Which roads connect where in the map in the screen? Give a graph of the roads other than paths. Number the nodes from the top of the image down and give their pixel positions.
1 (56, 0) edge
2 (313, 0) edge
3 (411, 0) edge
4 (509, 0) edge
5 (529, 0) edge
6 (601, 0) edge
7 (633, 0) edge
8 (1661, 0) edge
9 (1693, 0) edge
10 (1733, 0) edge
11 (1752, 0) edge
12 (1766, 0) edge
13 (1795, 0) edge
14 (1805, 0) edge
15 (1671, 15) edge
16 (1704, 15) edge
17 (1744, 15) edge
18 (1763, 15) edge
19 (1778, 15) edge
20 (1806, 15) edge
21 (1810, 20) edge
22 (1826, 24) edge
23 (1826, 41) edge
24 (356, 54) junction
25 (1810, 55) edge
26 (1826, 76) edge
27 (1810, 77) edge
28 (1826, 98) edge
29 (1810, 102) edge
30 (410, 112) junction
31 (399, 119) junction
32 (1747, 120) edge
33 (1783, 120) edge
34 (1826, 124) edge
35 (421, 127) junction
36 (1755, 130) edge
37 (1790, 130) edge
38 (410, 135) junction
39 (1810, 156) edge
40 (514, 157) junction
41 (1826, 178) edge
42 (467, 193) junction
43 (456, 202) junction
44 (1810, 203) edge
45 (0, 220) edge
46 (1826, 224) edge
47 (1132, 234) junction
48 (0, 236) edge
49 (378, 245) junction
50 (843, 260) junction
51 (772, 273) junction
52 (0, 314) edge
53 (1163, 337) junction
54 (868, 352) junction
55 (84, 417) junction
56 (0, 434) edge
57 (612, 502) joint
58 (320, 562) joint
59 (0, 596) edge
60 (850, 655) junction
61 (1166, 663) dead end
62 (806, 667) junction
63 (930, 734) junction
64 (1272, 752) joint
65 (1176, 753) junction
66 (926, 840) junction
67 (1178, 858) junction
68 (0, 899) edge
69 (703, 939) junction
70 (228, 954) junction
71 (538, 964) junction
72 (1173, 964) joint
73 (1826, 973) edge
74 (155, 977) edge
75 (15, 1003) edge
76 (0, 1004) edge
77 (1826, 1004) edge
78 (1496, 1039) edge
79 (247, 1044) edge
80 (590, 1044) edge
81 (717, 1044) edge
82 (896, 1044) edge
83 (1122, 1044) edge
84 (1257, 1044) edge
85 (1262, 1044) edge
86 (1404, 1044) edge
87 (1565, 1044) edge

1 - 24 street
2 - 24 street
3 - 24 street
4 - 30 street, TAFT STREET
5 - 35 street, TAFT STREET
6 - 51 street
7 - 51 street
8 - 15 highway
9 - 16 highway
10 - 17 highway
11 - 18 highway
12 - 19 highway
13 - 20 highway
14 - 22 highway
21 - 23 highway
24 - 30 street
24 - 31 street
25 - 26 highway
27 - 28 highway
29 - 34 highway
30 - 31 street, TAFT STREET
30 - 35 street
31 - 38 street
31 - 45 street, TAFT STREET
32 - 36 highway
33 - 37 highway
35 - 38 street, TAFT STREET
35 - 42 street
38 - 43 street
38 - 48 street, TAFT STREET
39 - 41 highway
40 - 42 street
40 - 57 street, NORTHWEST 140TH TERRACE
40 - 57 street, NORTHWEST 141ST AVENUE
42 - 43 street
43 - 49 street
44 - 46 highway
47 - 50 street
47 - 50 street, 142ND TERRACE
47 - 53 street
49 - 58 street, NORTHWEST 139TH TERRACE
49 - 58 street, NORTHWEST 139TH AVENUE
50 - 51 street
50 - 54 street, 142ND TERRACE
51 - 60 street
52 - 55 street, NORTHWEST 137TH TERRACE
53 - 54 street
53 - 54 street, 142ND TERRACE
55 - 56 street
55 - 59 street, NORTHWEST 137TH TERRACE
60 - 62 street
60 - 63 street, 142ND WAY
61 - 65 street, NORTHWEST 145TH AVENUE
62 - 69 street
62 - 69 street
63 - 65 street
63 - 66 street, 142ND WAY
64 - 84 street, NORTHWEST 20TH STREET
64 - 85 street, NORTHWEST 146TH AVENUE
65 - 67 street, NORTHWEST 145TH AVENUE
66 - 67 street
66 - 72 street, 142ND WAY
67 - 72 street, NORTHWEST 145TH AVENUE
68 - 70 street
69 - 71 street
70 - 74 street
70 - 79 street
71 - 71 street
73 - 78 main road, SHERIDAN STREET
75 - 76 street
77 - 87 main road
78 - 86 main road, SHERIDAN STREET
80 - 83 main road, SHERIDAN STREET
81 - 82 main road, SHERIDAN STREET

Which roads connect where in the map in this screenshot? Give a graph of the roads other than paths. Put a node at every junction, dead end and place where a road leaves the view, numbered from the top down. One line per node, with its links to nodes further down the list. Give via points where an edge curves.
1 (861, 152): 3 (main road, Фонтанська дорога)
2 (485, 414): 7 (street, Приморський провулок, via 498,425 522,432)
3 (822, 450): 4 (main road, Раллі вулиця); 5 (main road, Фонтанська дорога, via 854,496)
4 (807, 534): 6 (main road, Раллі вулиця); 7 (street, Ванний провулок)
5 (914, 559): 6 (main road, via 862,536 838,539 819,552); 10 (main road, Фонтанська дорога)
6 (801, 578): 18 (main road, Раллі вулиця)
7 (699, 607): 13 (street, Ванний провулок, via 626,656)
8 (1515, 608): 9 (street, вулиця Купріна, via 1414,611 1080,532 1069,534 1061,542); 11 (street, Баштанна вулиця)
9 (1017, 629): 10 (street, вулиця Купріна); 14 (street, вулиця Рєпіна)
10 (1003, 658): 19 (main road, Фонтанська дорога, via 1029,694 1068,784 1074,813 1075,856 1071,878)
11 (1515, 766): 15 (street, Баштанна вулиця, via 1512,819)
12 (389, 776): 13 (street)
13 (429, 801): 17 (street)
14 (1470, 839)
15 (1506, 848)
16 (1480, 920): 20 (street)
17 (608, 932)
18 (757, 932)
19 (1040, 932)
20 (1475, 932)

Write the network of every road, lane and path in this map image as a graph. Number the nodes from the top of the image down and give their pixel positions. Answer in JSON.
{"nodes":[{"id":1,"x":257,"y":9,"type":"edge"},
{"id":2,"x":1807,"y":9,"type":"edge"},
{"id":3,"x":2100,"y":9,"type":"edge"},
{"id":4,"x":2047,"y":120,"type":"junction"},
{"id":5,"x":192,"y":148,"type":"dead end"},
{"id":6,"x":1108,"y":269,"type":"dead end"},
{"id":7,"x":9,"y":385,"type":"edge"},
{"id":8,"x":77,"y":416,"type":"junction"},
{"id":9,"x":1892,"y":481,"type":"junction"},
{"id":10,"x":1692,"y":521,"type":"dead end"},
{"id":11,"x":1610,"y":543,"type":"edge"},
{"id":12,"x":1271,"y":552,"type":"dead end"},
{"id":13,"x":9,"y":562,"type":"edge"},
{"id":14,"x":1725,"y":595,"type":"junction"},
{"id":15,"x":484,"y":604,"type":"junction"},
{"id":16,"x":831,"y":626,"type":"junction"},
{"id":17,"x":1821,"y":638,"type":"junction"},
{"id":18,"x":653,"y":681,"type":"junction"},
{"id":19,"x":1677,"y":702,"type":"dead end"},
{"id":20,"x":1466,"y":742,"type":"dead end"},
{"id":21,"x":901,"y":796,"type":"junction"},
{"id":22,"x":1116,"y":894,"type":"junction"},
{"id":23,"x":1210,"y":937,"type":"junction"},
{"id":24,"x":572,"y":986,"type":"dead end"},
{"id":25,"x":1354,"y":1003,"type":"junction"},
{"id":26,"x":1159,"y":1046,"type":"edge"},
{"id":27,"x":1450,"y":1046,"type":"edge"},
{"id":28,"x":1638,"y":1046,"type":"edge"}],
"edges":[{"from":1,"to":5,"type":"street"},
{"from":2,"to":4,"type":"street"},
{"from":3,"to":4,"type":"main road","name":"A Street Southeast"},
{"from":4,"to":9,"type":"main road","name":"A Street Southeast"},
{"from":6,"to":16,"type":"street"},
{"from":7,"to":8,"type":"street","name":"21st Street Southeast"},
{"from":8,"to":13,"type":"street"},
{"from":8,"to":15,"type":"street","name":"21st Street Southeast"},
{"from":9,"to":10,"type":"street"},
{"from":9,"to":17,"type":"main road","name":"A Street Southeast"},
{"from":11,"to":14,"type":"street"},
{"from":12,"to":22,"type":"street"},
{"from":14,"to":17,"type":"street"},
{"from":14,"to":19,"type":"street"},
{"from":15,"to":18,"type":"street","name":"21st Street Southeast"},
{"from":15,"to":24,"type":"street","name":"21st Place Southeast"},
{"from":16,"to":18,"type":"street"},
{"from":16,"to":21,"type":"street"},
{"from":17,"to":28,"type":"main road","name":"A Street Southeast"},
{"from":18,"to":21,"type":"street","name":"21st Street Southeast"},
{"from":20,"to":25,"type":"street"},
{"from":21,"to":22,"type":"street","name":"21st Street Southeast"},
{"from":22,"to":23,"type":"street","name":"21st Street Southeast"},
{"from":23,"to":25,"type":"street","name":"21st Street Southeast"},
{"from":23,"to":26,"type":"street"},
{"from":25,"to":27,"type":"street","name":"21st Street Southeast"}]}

---------------

Your task:
The answer must consist of every line from the entries above that contains "провулок".

Written answer:
2 (485, 414): 7 (street, Приморський провулок, via 498,425 522,432)
4 (807, 534): 6 (main road, Раллі вулиця); 7 (street, Ванний провулок)
7 (699, 607): 13 (street, Ванний провулок, via 626,656)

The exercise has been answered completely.